Hartford public health officials say they are concerned with new data on Hepatitis C in the city. The numbers show ten to 20 cases a month of people newly-diagnosed with a chronic form of the disease. The city is using computer mapping to help it better target, test, and treat its residents.
William Lowe is standing outside a homeless shelter near the city's Coltsville area, waiting for his turn in a mobile health van. He says he wound up homeless because a joint disease forced him to drop out of community college, lose his job, and pretty much lose everything else.
He's here now to get himself tested for HIV and Hepatitis C. He wants his partner to know he's got a clean bill of health. "Because I'm not going to always be homeless. If you tell somebody you was homeless, it's a stigma that comes with that and I have to be able to give them a clear set of mind. Because I'm going to be asking questions when I go into a relationship, too...You got to know who you're dealing with and I'm willing to tell people my history. And I'm willing to show them my history, man, because it's serious."
When he steps into the R.V., a city health department employee awaits him with some questions and a couple finger pricks. One for HIV, one for Hepatitis C. The latter is brand new.
Over the past couple of months, the city, with the state's permission and equipment, has begun what is called rapid testing -- the kind of diagnostic work that can give a result in 20 minutes. Raul Pino is the city's health director. Standing outside the van, he says the city uses the data to help treat people with the disease.
But he also uses the data to help him better focus the limited resources of his small staff. "It really plays a role in, again, targeting the areas and the individuals and the behaviors that more likely are to play a role in the transmission of the disease -- and, also, help to demonstrate to funders that you have the ability to intervene on the micro level where this is happening."
Hepatitis C is a blood-borne disease and is commonly transmitted by IV drug users sharing needles. It can take years to manifest itself. Pino says what the city is seeing now are the after effects of high rates of IV drug use in the Latino community in the late 1980s and early 1990s. According to public health officials, there were 219 newly diagnosed chronic cases of Hepatitis C in the city between May 2011 and July 2012. Two thirds of the cases are men and most of the over the age of 40. For those who reported their race and ethnicity, Hispanics were most likely to test positive in just a few neighborhoods.
Pino says the testing is valuable because you can't take care of yourself if you don't know you're sick. "You need to know that you have it to be able to take care of yourself. And prevent a healthy lifestyle that is conducive to a healthy life and a healthy outcome. Because a high percentage of these individuals may end up with a liver transplant. So, it's a serious disease."
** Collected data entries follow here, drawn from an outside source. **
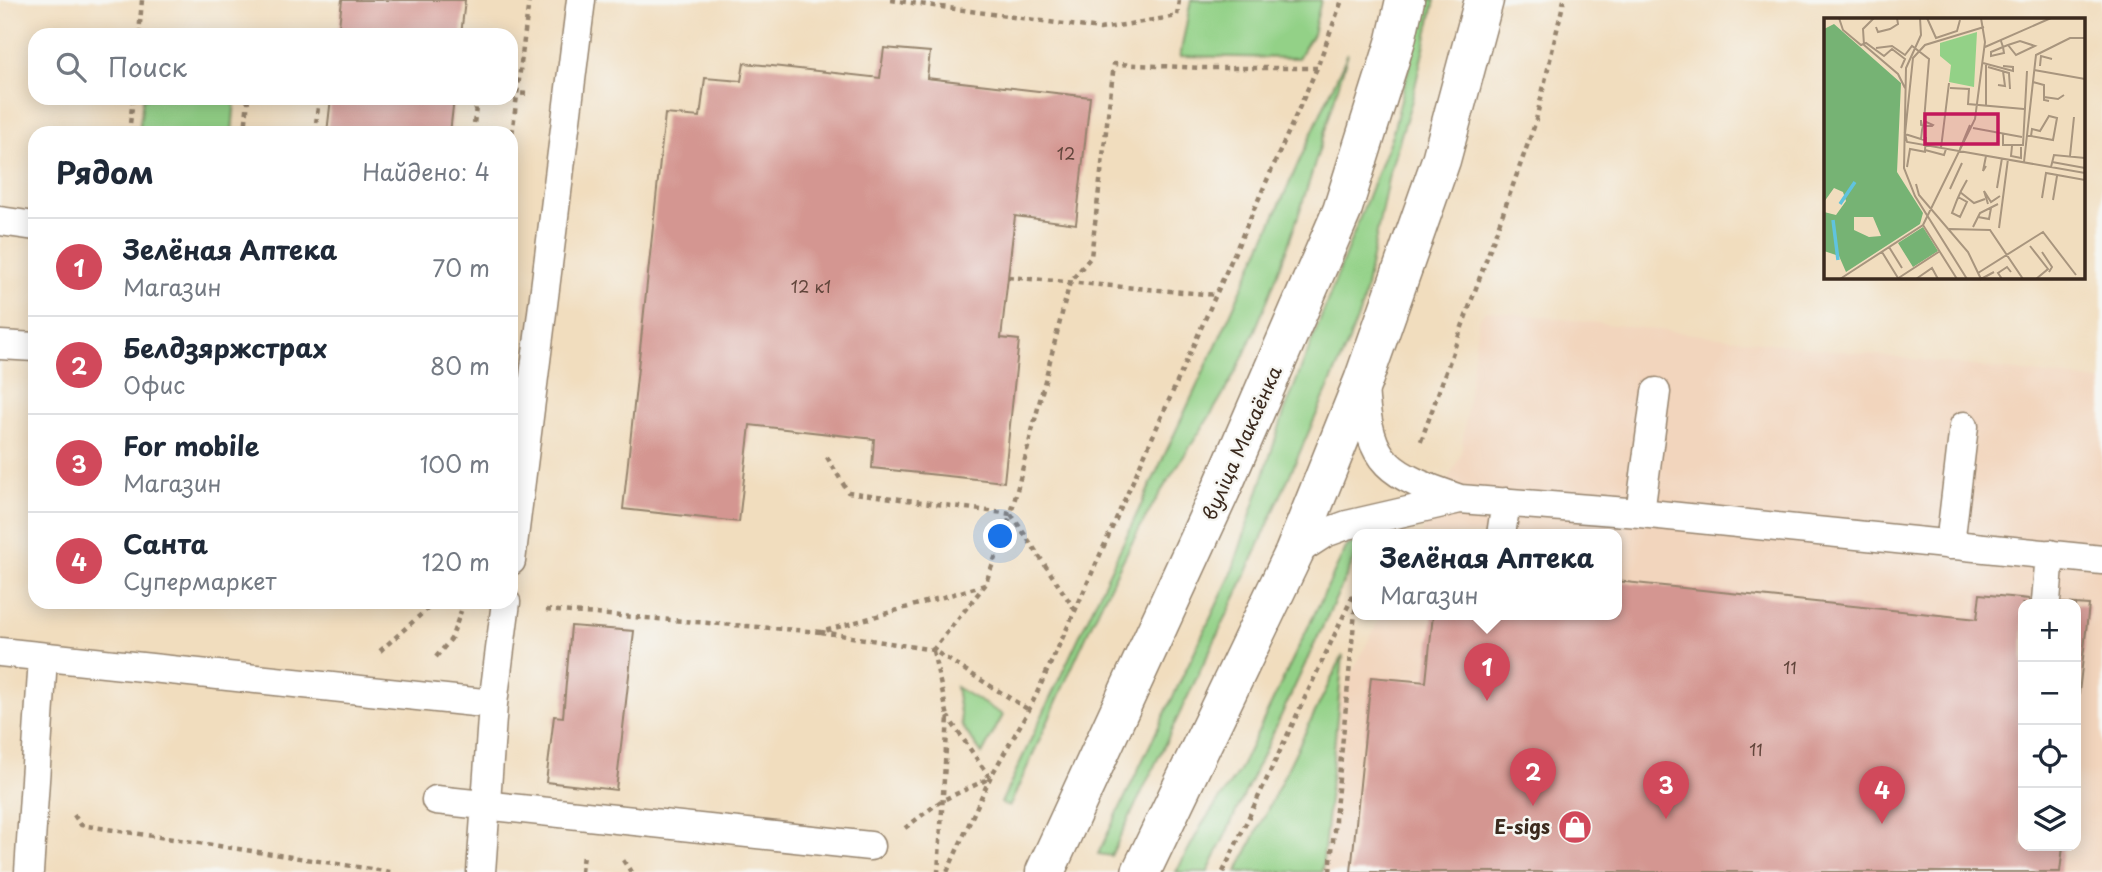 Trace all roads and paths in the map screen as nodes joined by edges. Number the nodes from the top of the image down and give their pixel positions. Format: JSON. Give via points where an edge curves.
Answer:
{"nodes":[{"id":1,"x":142,"y":0,"type":"edge"},
{"id":2,"x":528,"y":0,"type":"edge"},
{"id":3,"x":581,"y":0,"type":"edge"},
{"id":4,"x":891,"y":0,"type":"edge"},
{"id":5,"x":1179,"y":0,"type":"edge"},
{"id":6,"x":1342,"y":0,"type":"edge"},
{"id":7,"x":1405,"y":0,"type":"edge"},
{"id":8,"x":1483,"y":0,"type":"edge"},
{"id":9,"x":1564,"y":0,"type":"edge"},
{"id":10,"x":140,"y":28,"type":"edge"},
{"id":11,"x":1317,"y":68,"type":"junction"},
{"id":12,"x":518,"y":84,"type":"edge"},
{"id":13,"x":132,"y":105,"type":"edge"},
{"id":14,"x":247,"y":105,"type":"edge"},
{"id":15,"x":319,"y":105,"type":"edge"},
{"id":16,"x":476,"y":105,"type":"edge"},
{"id":17,"x":516,"y":105,"type":"edge"},
{"id":18,"x":130,"y":126,"type":"edge"},
{"id":19,"x":246,"y":126,"type":"edge"},
{"id":20,"x":316,"y":126,"type":"edge"},
{"id":21,"x":474,"y":126,"type":"edge"},
{"id":22,"x":513,"y":126,"type":"edge"},
{"id":23,"x":0,"y":221,"type":"edge"},
{"id":24,"x":28,"y":225,"type":"edge"},
{"id":25,"x":1008,"y":277,"type":"dead end"},
{"id":26,"x":1070,"y":282,"type":"junction"},
{"id":27,"x":1217,"y":295,"type":"junction"},
{"id":28,"x":0,"y":345,"type":"edge"},
{"id":29,"x":28,"y":347,"type":"edge"},
{"id":30,"x":1363,"y":381,"type":"junction"},
{"id":31,"x":1656,"y":391,"type":"dead end"},
{"id":32,"x":1964,"y":426,"type":"dead end"},
{"id":33,"x":827,"y":457,"type":"dead end"},
{"id":34,"x":1406,"y":480,"type":"junction"},
{"id":35,"x":1460,"y":499,"type":"junction"},
{"id":36,"x":1506,"y":502,"type":"junction"},
{"id":37,"x":518,"y":505,"type":"edge"},
{"id":38,"x":1640,"y":513,"type":"junction"},
{"id":39,"x":1011,"y":514,"type":"junction"},
{"id":40,"x":1502,"y":529,"type":"edge"},
{"id":41,"x":1950,"y":545,"type":"junction"},
{"id":42,"x":1294,"y":553,"type":"junction"},
{"id":43,"x":2050,"y":554,"type":"junction"},
{"id":44,"x":2101,"y":562,"type":"edge"},
{"id":45,"x":985,"y":585,"type":"junction"},
{"id":46,"x":1352,"y":596,"type":"edge"},
{"id":47,"x":2046,"y":599,"type":"edge"},
{"id":48,"x":518,"y":605,"type":"edge"},
{"id":49,"x":427,"y":609,"type":"edge"},
{"id":50,"x":461,"y":609,"type":"edge"},
{"id":51,"x":504,"y":609,"type":"edge"},
{"id":52,"x":1076,"y":611,"type":"junction"},
{"id":53,"x":1354,"y":620,"type":"edge"},
{"id":54,"x":821,"y":632,"type":"junction"},
{"id":55,"x":451,"y":639,"type":"dead end"},
{"id":56,"x":933,"y":650,"type":"junction"},
{"id":57,"x":0,"y":652,"type":"edge"},
{"id":58,"x":377,"y":653,"type":"dead end"},
{"id":59,"x":43,"y":657,"type":"junction"},
{"id":60,"x":494,"y":704,"type":"junction"},
{"id":61,"x":1028,"y":710,"type":"junction"},
{"id":62,"x":948,"y":717,"type":"junction"},
{"id":63,"x":990,"y":778,"type":"junction"},
{"id":64,"x":436,"y":800,"type":"dead end"},
{"id":65,"x":941,"y":801,"type":"junction"},
{"id":66,"x":486,"y":807,"type":"junction"},
{"id":67,"x":69,"y":809,"type":"dead end"},
{"id":68,"x":901,"y":831,"type":"dead end"},
{"id":69,"x":870,"y":846,"type":"dead end"},
{"id":70,"x":29,"y":872,"type":"edge"},
{"id":71,"x":391,"y":872,"type":"edge"},
{"id":72,"x":481,"y":872,"type":"edge"},
{"id":73,"x":938,"y":872,"type":"edge"},
{"id":74,"x":947,"y":872,"type":"edge"},
{"id":75,"x":1045,"y":872,"type":"edge"},
{"id":76,"x":1141,"y":872,"type":"edge"},
{"id":77,"x":1223,"y":872,"type":"edge"},
{"id":78,"x":1330,"y":872,"type":"edge"}],
"edges":[{"from":1,"to":10,"type":"path"},
{"from":2,"to":12,"type":"path"},
{"from":3,"to":37,"type":"lane"},
{"from":4,"to":5,"type":"path","via":[[1100,29],[1177,16]]},
{"from":6,"to":11,"type":"path"},
{"from":7,"to":75,"type":"street","name":"вуліца Макаёнка","via":[[1342,211],[1221,490]]},
{"from":8,"to":30,"type":"street","via":[[1441,160]]},
{"from":9,"to":34,"type":"path","via":[[1535,124]]},
{"from":11,"to":26,"type":"path","via":[[1114,64],[1091,257]]},
{"from":11,"to":27,"type":"path"},
{"from":13,"to":18,"type":"path"},
{"from":14,"to":19,"type":"path"},
{"from":15,"to":20,"type":"path"},
{"from":16,"to":21,"type":"path"},
{"from":17,"to":22,"type":"path"},
{"from":23,"to":24,"type":"lane"},
{"from":25,"to":26,"type":"path"},
{"from":26,"to":27,"type":"path"},
{"from":26,"to":39,"type":"path"},
{"from":27,"to":52,"type":"path"},
{"from":28,"to":29,"type":"lane"},
{"from":30,"to":34,"type":"lane","via":[[1372,445]]},
{"from":30,"to":42,"type":"street"},
{"from":31,"to":38,"type":"lane"},
{"from":32,"to":41,"type":"lane"},
{"from":33,"to":39,"type":"path","via":[[848,492]]},
{"from":34,"to":35,"type":"lane"},
{"from":35,"to":36,"type":"lane"},
{"from":35,"to":42,"type":"lane","via":[[1347,525]]},
{"from":36,"to":38,"type":"lane"},
{"from":36,"to":40,"type":"lane"},
{"from":38,"to":41,"type":"lane"},
{"from":39,"to":45,"type":"path"},
{"from":39,"to":52,"type":"path"},
{"from":41,"to":43,"type":"lane"},
{"from":42,"to":76,"type":"street"},
{"from":43,"to":44,"type":"lane"},
{"from":43,"to":47,"type":"lane"},
{"from":45,"to":54,"type":"path"},
{"from":45,"to":56,"type":"path"},
{"from":46,"to":77,"type":"path"},
{"from":48,"to":54,"type":"path"},
{"from":49,"to":58,"type":"path"},
{"from":50,"to":55,"type":"path"},
{"from":51,"to":60,"type":"lane"},
{"from":52,"to":61,"type":"path"},
{"from":53,"to":78,"type":"path"},
{"from":54,"to":56,"type":"path"},
{"from":56,"to":61,"type":"path"},
{"from":56,"to":62,"type":"path"},
{"from":57,"to":59,"type":"lane"},
{"from":59,"to":60,"type":"lane"},
{"from":59,"to":70,"type":"lane"},
{"from":60,"to":66,"type":"lane"},
{"from":61,"to":63,"type":"path"},
{"from":62,"to":63,"type":"path"},
{"from":62,"to":65,"type":"path"},
{"from":63,"to":65,"type":"path"},
{"from":63,"to":74,"type":"path"},
{"from":64,"to":66,"type":"lane"},
{"from":65,"to":68,"type":"path"},
{"from":65,"to":73,"type":"path"},
{"from":66,"to":69,"type":"lane"},
{"from":66,"to":72,"type":"lane"},
{"from":67,"to":71,"type":"path","via":[[81,825]]}]}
Recently, the federal Centers for Disease Control came out with a new recommendation that all baby boomers receive a one-time Hepatitis C test. The CDC says that increased testing could identity more than 800,000 people with the disease -- and that expanded testing could save 120,000 lives. State data from 2010 shows the highest concentrations of Hepatitis C in the state's population centers. That's also where it's expanding its rapid testing, like it's doing in Hartford.
Carol Steinke is a public health nursing supervisor for the city of Hartford. She says that the new data the city is getting from the state helps her and her small staff to do immediate outreach by phone. "Did they know they had Hep C? Do they have follow up, are they in care, what their risk factors were. Ask them about, do you know how you obtained Hep C? Have you had your vaccines for Hepatitis A and B to protect your liver, that kind of thing. Making sure they're linked into care, if they're not, then we'll go ahead and give them a list of referrals of folks that do see folks with Hepatitis C."
Steinke says she doesn't just see one-time IV drug users. She also sees diabetics. "That does happen a lot. We see people, they're sharing medications, because, again, the cost of medications, a lot of folks don't have insurance, they'll share each others glucometers to check their sugar, they might be using the same lancet versus changing it each time to check their blood sugars. Share needles, share medications, we see that a lot." Steinke says the thing that would help her the most would be more money to pay more people. "We have limited resources. So that's why the mapping and identifying where our cases are is helpful for us to direct our intervention."
Back at the van outside the McKinney Shelter, William Lowe walked out with the news he was hoping for. His Hep C test was negative. And so was his test for HIV. "So, this is a gift, man. I consider myself a special commodity. So, I'm in a shelter, but I got something to be thankful for."